Okay, I'm having problems...the rest will be up in a bit.


----------



## w8lifter (Jun 7, 2002)




----------



## kuso (Jun 7, 2002)

Get those fuking pix up NOW    What???


----------



## craig777 (Jun 7, 2002)

Wow, love the second one. Very pretty girl.   

You look really good.

oops started replying too fast, I like the last one also. Nice butt.  

You have a great back, nice lats.


----------



## w8lifter (Jun 7, 2002)

For some reason, they're not cumming up? I've already posted them all and they just keep replacing the last one...WTF?


----------



## w8lifter (Jun 7, 2002)




----------



## kuso (Jun 7, 2002)

It`s becuase you haven`t added text....if you don`t add something ( like a smiley or #1 ) then it works like an edit........someone once said


----------



## w8lifter (Jun 7, 2002)

I always add a smilie...this is the last one...this better be enough text


----------



## Miss LeDix (Jun 7, 2002)

NG!!! You look awesome girl, very lean and toned...what are you complaining about...great work! You are an inspiration to all of us! 

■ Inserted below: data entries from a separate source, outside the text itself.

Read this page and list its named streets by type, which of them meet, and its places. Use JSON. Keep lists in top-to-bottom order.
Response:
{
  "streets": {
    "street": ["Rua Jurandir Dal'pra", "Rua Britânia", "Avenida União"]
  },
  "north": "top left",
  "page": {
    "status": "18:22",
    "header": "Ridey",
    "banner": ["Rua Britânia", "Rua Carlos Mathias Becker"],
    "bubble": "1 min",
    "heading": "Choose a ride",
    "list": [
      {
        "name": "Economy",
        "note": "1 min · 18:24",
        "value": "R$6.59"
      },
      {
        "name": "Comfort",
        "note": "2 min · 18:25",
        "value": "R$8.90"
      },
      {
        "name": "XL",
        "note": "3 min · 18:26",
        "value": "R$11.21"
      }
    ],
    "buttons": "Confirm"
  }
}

And you are officially excused for having w8 post these pics since there were needed for progress purposes (like FG).


----------



## kuso (Jun 7, 2002)

nikegurl, you look great...as with most the women here, way too hard on yourself.

I particularly think #3 shows what a great back you`ve got


----------



## w8lifter (Jun 7, 2002)

I don't count as a chick who can't post pics do I?...Cause your sig says 'ladies'...and I ain't a lady


----------



## kuso (Jun 7, 2002)

Don`t take it personally w8....she`s making up the rules as she goes


----------



## Twin Peak (Jun 7, 2002)

Awesome back!


----------



## nikegurl (Jun 7, 2002)

thanks everyone.  i've made progress but you know how it goes - i want to make lots more.

i know the legs really need work.  what else stands out as a weakness?  i probably shouldn't even ask b/c bringing my legs up is bound to kill me.  lol


----------



## Twin Peak (Jun 7, 2002)

I'd say focus on your legs first than arms.  Your arms aren't bad, but in relation to your back, chest and shoulders, could use some extra work.  Keep it up.


----------



## nikegurl (Jun 7, 2002)

Thanks, TP!  I appreciate the input.  Legs are the biggest "issue" at hand but I like knowing what else to tend to.


----------



## nikegurl (Jun 7, 2002)

last night was legs.  i was so tired but had a good one anyway.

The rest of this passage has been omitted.